Problem description: Count the lines in the data below that have "highway" in them, and reply with only that number.
-- Task inputs follows --
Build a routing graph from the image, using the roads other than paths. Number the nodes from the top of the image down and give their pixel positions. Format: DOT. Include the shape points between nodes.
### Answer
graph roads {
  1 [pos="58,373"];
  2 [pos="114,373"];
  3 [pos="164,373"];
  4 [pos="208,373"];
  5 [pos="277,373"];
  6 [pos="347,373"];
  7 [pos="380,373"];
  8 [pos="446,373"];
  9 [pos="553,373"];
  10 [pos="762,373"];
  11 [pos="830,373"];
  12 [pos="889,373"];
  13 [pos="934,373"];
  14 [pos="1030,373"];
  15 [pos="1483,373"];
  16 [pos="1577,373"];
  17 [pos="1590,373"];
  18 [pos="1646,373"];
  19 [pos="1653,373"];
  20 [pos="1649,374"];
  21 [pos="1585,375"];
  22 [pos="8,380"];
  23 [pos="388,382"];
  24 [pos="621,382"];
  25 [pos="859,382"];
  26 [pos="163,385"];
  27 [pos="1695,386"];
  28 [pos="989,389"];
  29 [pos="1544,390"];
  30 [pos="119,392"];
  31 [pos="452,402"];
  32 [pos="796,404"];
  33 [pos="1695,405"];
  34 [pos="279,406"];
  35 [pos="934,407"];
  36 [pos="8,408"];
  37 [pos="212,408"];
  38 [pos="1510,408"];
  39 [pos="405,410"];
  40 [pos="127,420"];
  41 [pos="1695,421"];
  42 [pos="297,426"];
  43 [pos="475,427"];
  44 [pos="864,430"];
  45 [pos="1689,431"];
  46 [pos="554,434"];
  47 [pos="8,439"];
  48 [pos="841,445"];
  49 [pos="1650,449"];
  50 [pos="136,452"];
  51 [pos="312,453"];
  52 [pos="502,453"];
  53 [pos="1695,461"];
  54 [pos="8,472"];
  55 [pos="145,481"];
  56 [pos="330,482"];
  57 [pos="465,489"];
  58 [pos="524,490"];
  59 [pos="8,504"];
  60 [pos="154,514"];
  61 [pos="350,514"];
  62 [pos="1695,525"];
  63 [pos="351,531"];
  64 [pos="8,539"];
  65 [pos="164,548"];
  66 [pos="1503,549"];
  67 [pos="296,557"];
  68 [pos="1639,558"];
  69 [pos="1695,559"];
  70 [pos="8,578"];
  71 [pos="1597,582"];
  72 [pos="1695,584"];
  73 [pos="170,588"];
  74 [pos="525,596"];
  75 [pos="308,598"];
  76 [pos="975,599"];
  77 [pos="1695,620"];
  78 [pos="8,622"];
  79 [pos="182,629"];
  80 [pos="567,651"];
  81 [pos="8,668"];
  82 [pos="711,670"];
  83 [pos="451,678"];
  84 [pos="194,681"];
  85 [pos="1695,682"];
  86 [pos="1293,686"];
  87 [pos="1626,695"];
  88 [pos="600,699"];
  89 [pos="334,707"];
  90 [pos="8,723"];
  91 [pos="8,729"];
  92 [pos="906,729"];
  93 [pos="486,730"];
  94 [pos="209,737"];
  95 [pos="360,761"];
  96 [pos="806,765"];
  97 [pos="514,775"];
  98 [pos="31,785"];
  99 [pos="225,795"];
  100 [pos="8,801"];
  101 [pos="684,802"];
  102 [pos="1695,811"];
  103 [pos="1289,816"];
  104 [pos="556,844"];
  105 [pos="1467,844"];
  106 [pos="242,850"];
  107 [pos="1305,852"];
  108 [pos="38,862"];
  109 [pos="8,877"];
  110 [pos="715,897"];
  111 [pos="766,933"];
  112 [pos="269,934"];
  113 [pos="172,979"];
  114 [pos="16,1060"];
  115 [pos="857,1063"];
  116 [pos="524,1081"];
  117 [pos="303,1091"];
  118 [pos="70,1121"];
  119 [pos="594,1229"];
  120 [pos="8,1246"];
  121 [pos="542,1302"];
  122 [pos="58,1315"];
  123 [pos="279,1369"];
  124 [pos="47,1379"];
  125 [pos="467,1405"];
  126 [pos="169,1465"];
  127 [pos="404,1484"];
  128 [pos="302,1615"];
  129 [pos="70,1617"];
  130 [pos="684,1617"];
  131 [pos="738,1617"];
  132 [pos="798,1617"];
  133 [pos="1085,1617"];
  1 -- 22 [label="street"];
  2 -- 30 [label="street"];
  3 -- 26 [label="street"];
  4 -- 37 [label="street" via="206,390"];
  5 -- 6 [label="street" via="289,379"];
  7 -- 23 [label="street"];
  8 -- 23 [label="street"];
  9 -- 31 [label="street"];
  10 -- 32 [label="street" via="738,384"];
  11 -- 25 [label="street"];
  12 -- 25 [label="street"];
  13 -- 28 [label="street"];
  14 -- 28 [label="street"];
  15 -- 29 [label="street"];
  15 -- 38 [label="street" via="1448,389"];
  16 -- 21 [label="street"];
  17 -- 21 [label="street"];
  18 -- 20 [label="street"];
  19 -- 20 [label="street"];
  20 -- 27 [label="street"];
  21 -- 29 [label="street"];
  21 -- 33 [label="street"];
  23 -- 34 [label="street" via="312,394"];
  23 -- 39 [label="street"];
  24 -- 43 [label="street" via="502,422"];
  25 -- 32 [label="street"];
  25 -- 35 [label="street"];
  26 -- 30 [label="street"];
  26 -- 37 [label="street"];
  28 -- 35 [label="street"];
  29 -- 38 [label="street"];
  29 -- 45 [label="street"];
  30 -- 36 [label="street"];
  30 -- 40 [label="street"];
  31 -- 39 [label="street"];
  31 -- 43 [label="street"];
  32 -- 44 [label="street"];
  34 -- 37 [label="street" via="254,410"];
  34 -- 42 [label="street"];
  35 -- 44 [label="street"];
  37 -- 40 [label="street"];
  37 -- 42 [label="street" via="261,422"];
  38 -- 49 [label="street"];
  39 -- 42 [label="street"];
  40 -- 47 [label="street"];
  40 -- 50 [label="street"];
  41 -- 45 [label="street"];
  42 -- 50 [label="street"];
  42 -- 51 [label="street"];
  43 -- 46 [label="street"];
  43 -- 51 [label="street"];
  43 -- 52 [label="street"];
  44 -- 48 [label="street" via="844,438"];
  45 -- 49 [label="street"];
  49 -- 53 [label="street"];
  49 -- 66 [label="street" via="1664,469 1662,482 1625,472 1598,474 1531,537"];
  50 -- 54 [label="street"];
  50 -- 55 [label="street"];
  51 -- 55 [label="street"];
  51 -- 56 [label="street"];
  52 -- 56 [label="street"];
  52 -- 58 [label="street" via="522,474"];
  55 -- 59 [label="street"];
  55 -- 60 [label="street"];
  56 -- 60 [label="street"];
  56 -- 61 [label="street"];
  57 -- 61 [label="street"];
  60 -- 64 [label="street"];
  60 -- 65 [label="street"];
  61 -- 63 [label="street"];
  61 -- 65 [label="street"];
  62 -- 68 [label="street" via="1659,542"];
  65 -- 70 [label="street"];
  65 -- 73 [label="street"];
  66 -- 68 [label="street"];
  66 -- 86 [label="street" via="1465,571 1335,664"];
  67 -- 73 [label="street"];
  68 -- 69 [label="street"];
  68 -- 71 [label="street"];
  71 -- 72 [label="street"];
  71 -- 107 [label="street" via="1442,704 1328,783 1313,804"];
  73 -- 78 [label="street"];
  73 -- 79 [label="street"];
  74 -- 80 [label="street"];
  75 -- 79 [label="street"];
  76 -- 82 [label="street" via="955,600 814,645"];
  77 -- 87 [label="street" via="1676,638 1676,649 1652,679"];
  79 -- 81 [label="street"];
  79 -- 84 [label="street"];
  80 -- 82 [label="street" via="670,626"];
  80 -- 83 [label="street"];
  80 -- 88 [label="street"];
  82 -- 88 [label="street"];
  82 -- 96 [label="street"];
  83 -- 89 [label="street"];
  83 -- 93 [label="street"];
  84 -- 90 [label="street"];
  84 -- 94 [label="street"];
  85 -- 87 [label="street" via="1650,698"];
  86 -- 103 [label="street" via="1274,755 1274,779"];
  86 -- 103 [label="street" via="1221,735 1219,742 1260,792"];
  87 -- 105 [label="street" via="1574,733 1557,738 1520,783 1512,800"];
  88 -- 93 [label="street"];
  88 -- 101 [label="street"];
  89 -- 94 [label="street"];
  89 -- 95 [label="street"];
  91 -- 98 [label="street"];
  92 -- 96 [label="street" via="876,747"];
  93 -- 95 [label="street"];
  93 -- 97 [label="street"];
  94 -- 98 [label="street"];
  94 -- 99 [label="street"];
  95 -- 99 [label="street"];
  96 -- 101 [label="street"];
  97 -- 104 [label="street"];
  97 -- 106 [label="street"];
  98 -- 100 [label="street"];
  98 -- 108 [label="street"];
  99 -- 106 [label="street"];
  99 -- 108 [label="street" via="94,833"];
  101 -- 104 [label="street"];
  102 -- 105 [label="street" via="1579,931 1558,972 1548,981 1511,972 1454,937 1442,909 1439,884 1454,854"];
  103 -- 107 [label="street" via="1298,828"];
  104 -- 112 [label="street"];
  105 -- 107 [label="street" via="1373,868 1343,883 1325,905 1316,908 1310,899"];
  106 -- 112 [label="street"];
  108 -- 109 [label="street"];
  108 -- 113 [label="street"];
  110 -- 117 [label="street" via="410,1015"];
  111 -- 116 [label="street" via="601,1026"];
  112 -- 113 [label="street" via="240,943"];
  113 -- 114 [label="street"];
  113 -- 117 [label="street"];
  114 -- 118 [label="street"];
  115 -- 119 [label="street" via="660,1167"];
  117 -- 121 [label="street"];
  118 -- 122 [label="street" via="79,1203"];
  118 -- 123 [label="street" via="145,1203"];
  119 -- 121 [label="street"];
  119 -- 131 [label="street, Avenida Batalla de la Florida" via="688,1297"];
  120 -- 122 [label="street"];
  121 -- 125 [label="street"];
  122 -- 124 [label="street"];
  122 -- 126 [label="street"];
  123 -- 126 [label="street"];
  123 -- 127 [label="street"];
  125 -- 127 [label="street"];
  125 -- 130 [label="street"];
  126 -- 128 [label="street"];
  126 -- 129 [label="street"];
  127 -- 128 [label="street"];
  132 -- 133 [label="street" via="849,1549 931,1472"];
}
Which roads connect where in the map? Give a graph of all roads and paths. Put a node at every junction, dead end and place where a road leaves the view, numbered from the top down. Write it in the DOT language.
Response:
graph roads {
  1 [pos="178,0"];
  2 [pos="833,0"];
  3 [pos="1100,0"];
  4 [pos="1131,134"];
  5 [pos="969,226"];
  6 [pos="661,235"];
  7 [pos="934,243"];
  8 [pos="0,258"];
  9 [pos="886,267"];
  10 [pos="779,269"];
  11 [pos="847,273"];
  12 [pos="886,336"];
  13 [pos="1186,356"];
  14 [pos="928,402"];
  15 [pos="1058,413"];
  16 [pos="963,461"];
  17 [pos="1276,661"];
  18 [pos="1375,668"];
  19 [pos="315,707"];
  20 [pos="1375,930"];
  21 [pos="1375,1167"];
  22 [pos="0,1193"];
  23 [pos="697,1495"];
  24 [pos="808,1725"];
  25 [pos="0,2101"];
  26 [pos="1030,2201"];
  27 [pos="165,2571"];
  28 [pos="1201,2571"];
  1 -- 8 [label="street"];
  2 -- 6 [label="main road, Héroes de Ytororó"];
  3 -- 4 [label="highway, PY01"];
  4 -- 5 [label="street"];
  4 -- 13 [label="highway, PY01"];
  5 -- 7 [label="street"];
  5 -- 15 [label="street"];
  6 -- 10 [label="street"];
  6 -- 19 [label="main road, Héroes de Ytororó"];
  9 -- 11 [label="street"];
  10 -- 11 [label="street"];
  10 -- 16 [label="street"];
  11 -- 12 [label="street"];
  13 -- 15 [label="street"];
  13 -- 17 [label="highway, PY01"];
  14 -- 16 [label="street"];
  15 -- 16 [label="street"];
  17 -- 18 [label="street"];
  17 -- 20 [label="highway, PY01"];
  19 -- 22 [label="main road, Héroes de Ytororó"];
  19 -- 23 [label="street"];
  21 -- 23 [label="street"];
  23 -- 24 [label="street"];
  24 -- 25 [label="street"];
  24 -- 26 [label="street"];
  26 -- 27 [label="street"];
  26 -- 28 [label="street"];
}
-- Task inputs concluded --
Written answer: 4